Prezzo oro in calo nel 2013 secondo Société Générale

Gli analisti di Société Générale hanno rivisto al ribasso le previsioni sul prezzo dell’oro per l’anno in corso. In particolare, secondo le loro stime, il prezzo del metallo giallo nel corso del 2013 si assesterà su una media di 1.500 dollari l’oncia, per terminare l’anno a quota 1.375 dollari e continuare a scendere anche nel corso dei mesi successivi.
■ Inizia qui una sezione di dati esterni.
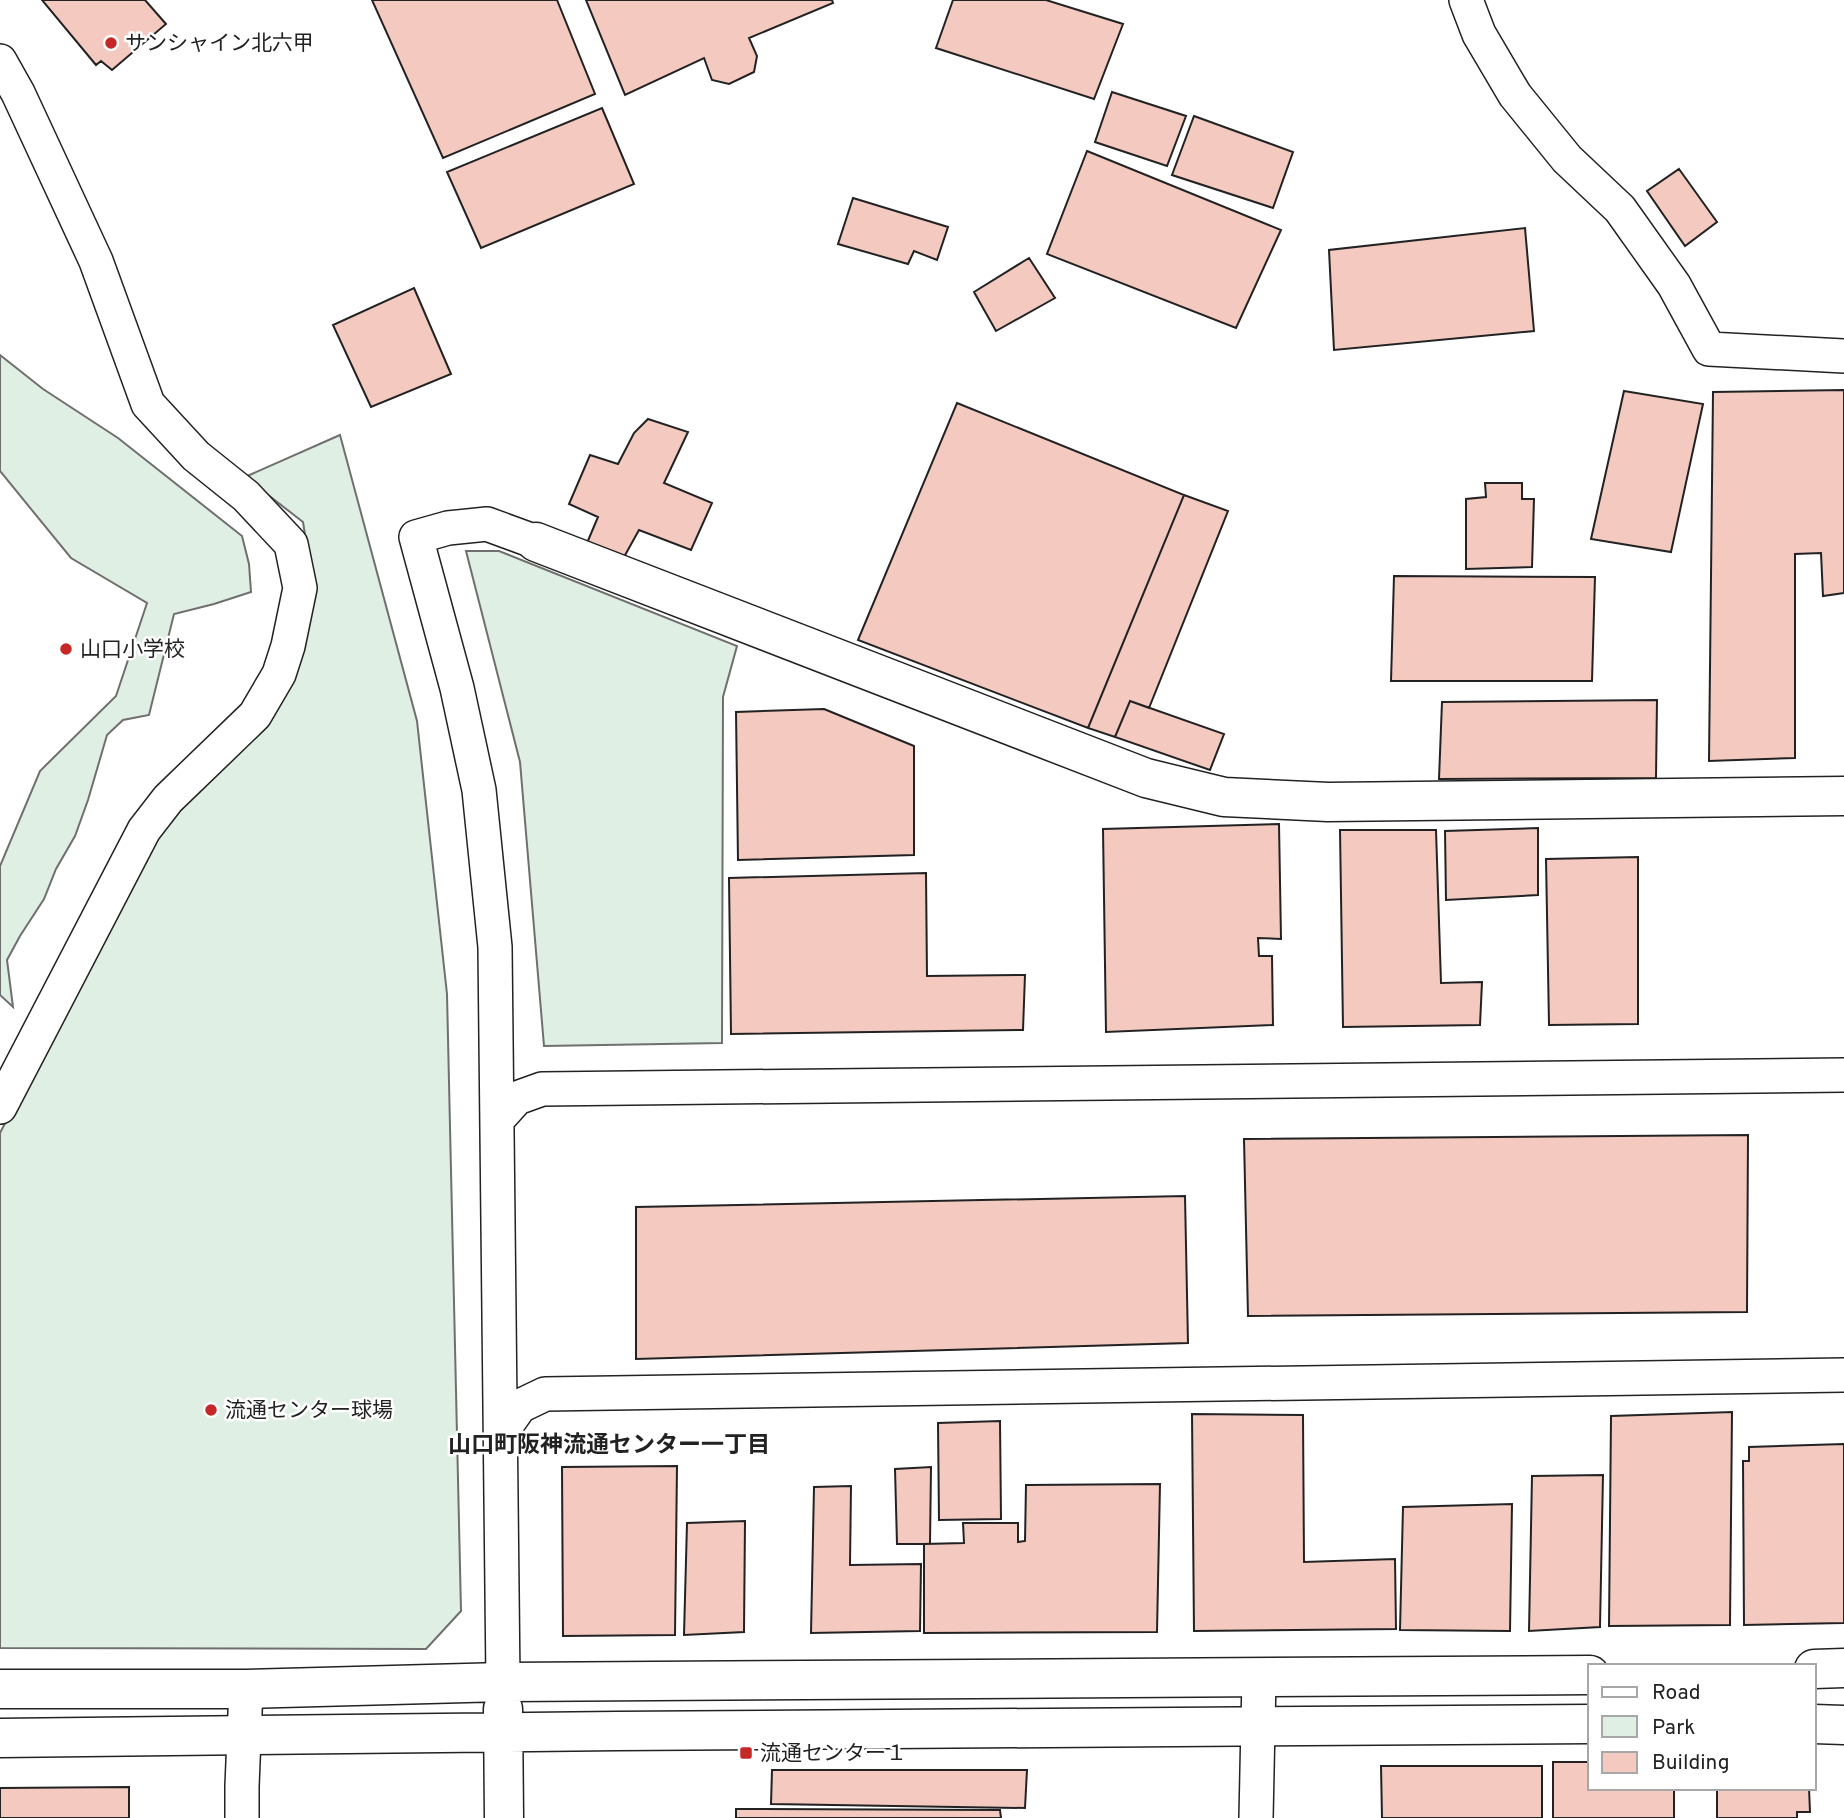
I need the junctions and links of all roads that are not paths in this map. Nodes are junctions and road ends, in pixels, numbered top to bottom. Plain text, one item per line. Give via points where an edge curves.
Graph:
1 (1466, 0) edge
2 (0, 61) edge
3 (1844, 356) edge
4 (536, 542) joint
5 (1844, 796) edge
6 (1844, 1075) edge
7 (0, 1107) edge
8 (498, 1118) junction
9 (1844, 1375) edge
10 (501, 1433) junction
11 (1844, 1668) edge
12 (1816, 1669) edge
13 (1588, 1675) edge
14 (1259, 1678) junction
15 (503, 1682) junction
16 (0, 1689) edge
17 (246, 1689) junction
18 (1588, 1724) edge
19 (1816, 1724) edge
20 (1844, 1725) edge
21 (1258, 1726) junction
22 (503, 1732) junction
23 (244, 1736) junction
24 (0, 1738) edge
25 (242, 1818) edge
26 (504, 1818) edge
27 (1256, 1818) edge

1 - 3 street via 1479,34 1514,95 1567,159 1620,209 1674,285 1709,349
2 - 7 street via 96,261 148,404 196,456 246,496 292,544 300,588 279,674 255,715 168,799 144,830
4 - 5 street via 1146,778 1224,797 1328,802
4 - 8 street via 487,524 416,537 479,790 495,947
6 - 8 street via 542,1089 517,1098
8 - 10 street
9 - 10 street via 545,1394 520,1406
10 - 15 street
11 - 12 street
13 - 14 street
14 - 15 street
14 - 21 street
15 - 17 street
15 - 22 street
16 - 17 street
17 - 23 street
18 - 21 street
19 - 20 street
21 - 22 street
21 - 27 street
22 - 23 street
22 - 26 street
23 - 24 street
23 - 25 street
A loro avviso, dunque, dopo l’aumento registrato dal 2007 ad oggi, il prezzo dell’oro è destinato a calare durante l’anno in corso a causa del venir meno di tutti quei fattori che ne hanno sostenuto l’andamento al rialzo e del verificarsi di nuovi eventi che, al contrario, ne favoriranno una discesa.


Tra questi gli analisti della banca d’affari francese ne citano cinque, tutti legati all’andamento dell’economia americana e alla crescita del Pil del Paese. La ripresa dell’economia americana, che Société Générale vede maggiore rispetto al consensus con un Pil stimato al 2,1% quest’anno e al 3% per il 2014, dovrebbe far calare in maniera proporzionale il prezzo dell’oro. A questa bisogna poi aggiungere il conseguente aumento dei tassi di interesse da parte della Federal Reserve e il recupero del dollaro rispetto all’euro. Al riguardo, in particolare, Société Générale prevede che il cambio euro/dollaro chiuderà il 2013 a quota 1,20.
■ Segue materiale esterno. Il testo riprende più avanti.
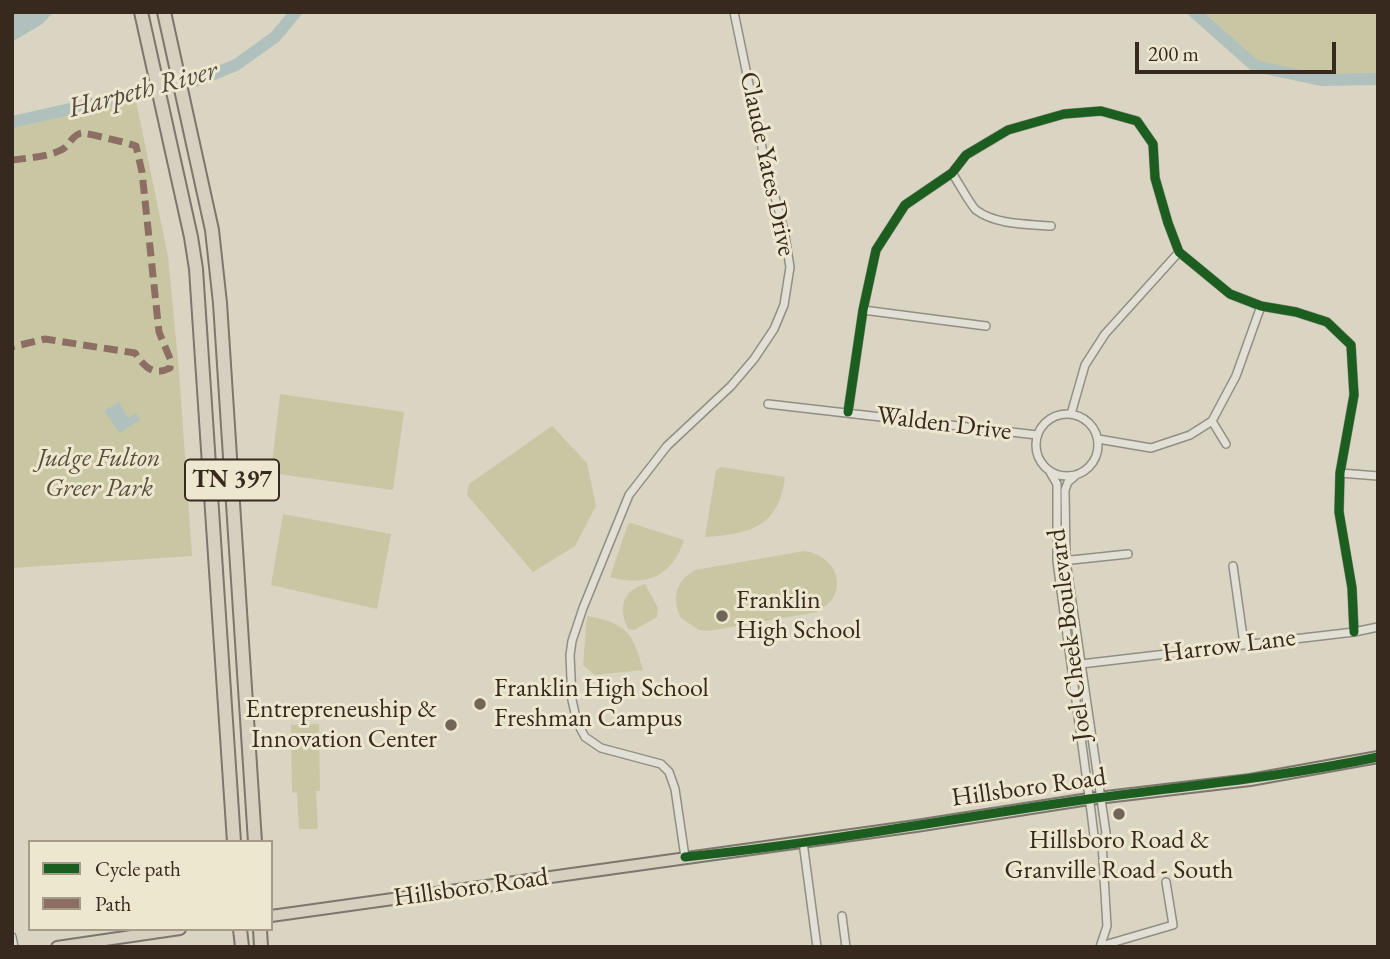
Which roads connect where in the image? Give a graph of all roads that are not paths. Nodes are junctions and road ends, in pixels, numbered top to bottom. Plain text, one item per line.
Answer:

Gli esperti della banca francese hanno inoltre sottolineato che grazie alla politica fiscale messa a punto dal governo americano nel periodo di forte crisi, la percentuale debito/Pil è destinata a scendere, pertanto l’allentamento del clima di incertezza contribuirà a far calare il prezzo dell’oro. Per lo stesso motivo è calato anche l’appeal speculativo dell’oro, con gli investitori che iniziano a tornare a puntare i loro soldi anche su altre tipologie di investimento considerate più rischiose.